**What you should do:**
Among the entries that follow, find every line with the word "numbered" and copy it.

------ Data extracts

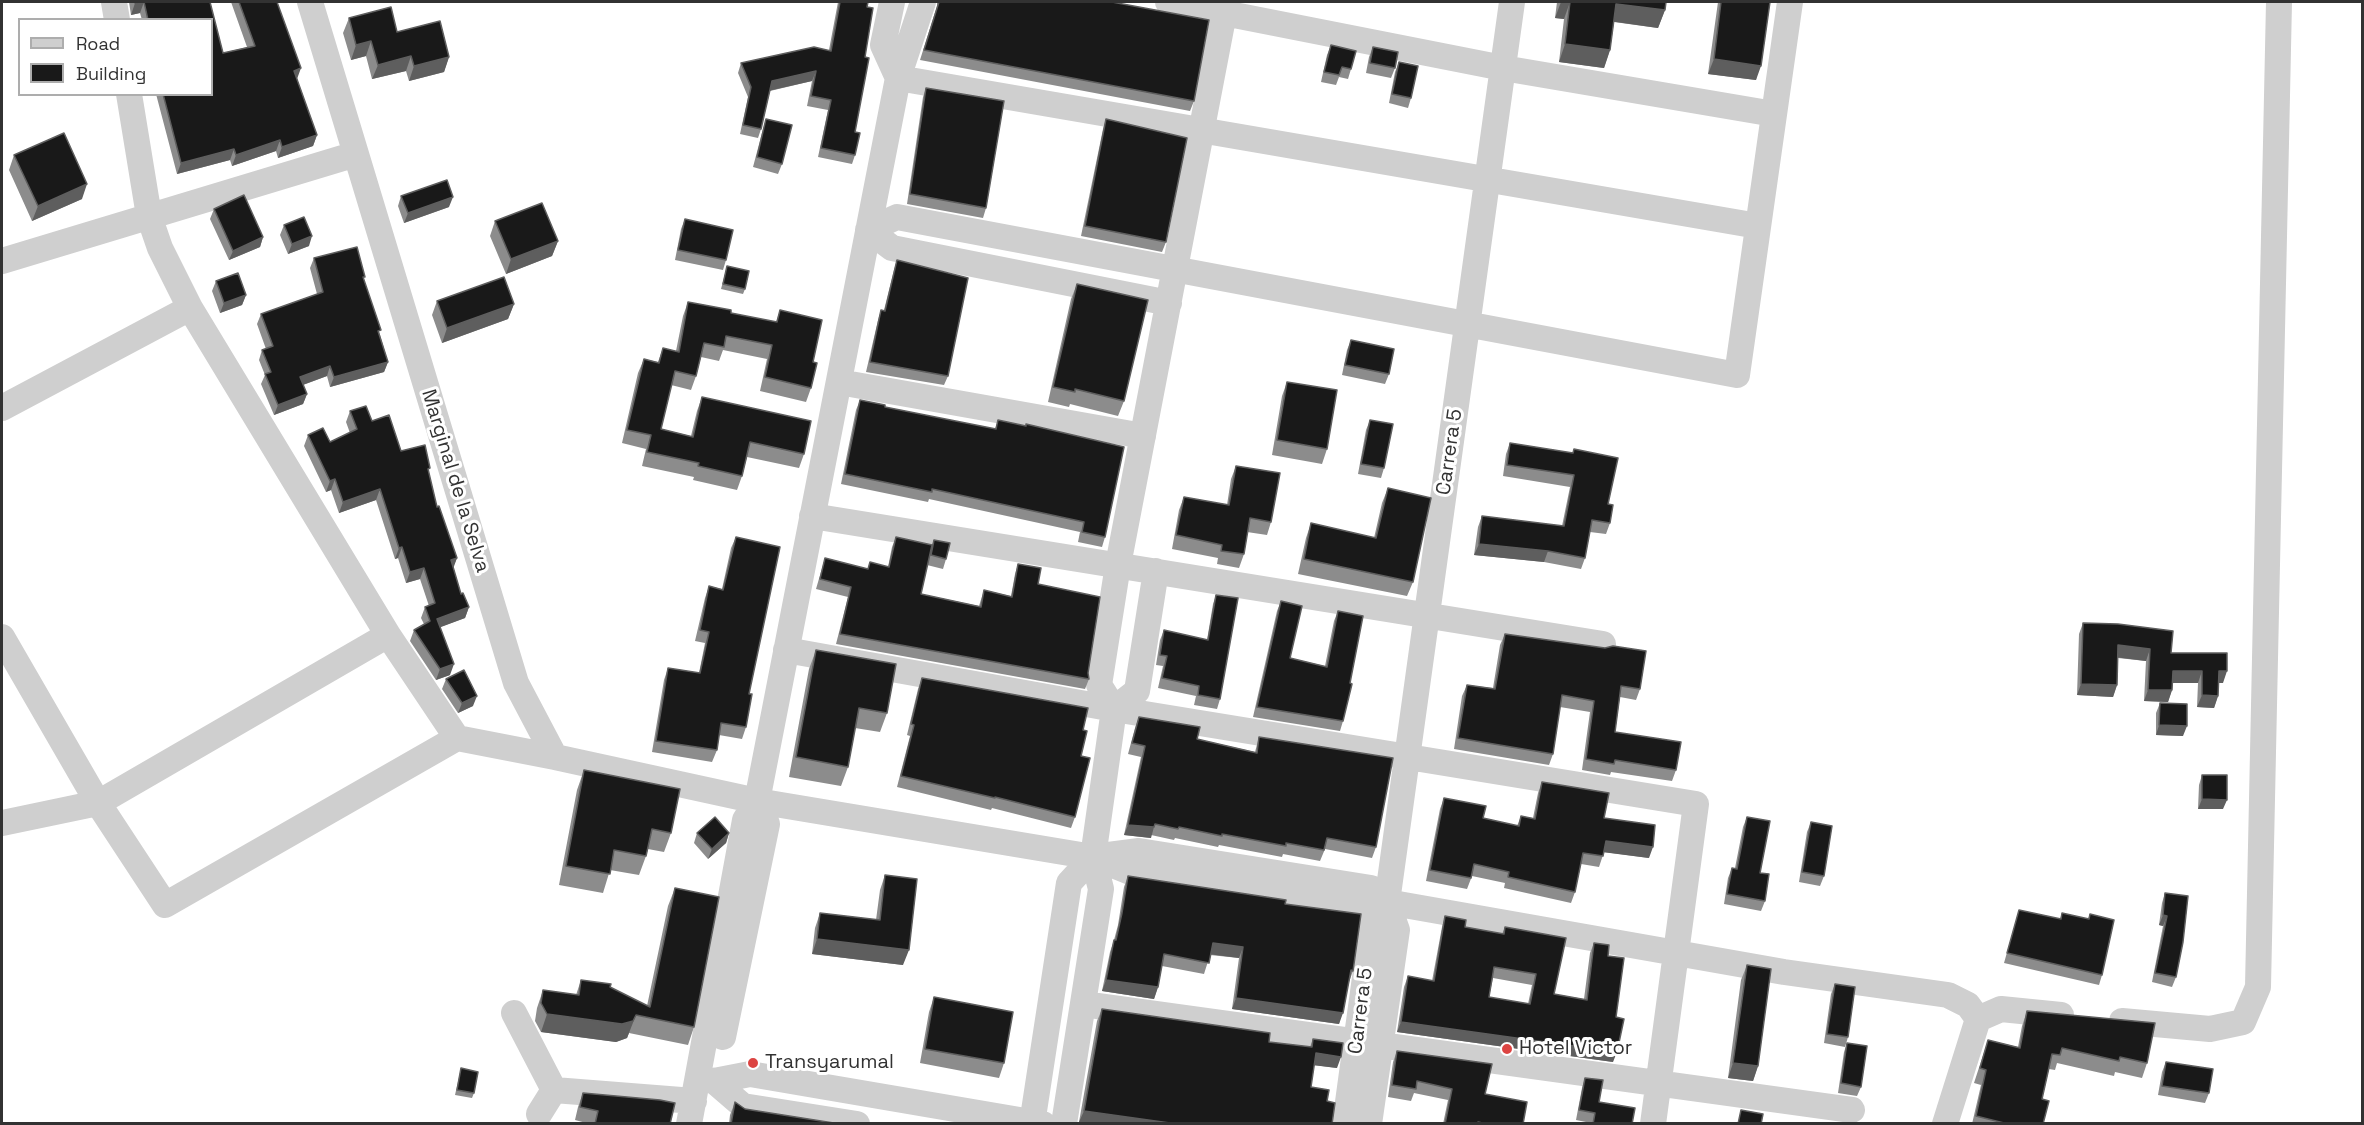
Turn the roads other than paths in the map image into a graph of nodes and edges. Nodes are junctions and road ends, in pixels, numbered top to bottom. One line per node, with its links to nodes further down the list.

------------
------ Data extracts

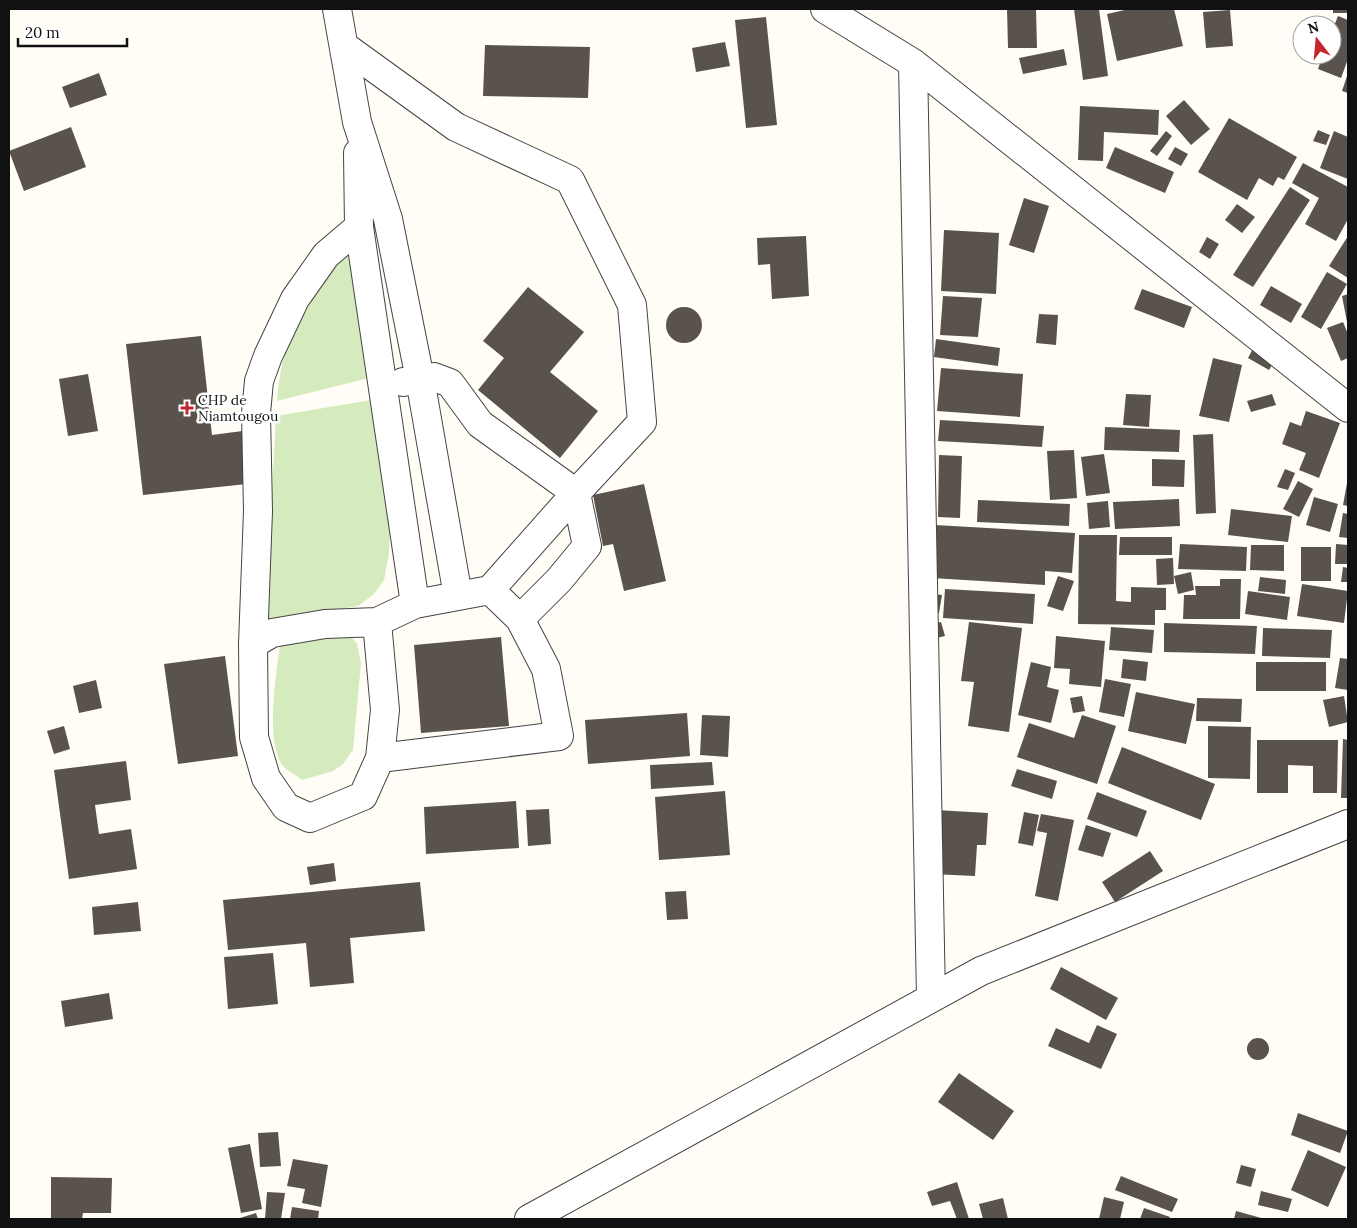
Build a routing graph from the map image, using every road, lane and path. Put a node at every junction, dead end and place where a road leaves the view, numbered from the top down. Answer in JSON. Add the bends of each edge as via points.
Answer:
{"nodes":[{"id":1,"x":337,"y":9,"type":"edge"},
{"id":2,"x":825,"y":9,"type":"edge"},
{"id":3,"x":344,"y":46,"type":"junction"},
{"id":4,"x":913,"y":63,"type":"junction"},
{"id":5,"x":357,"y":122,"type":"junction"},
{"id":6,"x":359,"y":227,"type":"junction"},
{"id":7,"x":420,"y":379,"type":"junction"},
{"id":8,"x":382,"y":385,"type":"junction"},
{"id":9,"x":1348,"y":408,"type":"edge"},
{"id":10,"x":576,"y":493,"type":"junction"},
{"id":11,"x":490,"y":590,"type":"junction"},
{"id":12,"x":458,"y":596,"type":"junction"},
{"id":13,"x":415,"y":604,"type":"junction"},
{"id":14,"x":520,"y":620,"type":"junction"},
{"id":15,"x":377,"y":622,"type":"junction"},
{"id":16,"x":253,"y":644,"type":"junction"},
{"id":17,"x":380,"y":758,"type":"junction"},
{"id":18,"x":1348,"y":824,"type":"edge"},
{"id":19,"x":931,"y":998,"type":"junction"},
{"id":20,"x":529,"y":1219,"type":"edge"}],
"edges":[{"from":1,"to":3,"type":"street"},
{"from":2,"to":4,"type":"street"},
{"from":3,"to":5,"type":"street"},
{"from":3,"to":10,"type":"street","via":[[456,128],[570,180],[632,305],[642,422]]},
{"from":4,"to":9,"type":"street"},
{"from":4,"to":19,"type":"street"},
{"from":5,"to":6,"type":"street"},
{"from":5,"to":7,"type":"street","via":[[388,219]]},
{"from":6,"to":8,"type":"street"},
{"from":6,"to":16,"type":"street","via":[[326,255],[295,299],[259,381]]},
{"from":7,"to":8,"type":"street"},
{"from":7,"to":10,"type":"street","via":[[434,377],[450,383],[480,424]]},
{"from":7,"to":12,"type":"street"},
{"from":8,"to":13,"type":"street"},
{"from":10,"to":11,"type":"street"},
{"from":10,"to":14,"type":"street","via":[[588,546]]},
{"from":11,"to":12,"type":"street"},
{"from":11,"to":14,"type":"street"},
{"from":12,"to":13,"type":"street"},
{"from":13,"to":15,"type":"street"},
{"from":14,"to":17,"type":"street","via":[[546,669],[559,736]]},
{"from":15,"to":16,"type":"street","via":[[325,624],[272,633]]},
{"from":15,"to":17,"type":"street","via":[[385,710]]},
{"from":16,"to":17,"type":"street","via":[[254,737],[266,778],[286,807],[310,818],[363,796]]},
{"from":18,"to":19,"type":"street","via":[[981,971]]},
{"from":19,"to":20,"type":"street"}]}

------------

**Result for this exercise:**
Turn the roads other than paths in the map image into a graph of nodes and edges. Nodes are junctions and road ends, in pixels, numbered top to bottom. One line per node, with its links to nodes further down the list.
Build a routing graph from the map image, using every road, lane and path. Put a node at every junction, dead end and place where a road leaves the view, numbered from the top down. Answer in JSON. Add the bends of each edge as via points.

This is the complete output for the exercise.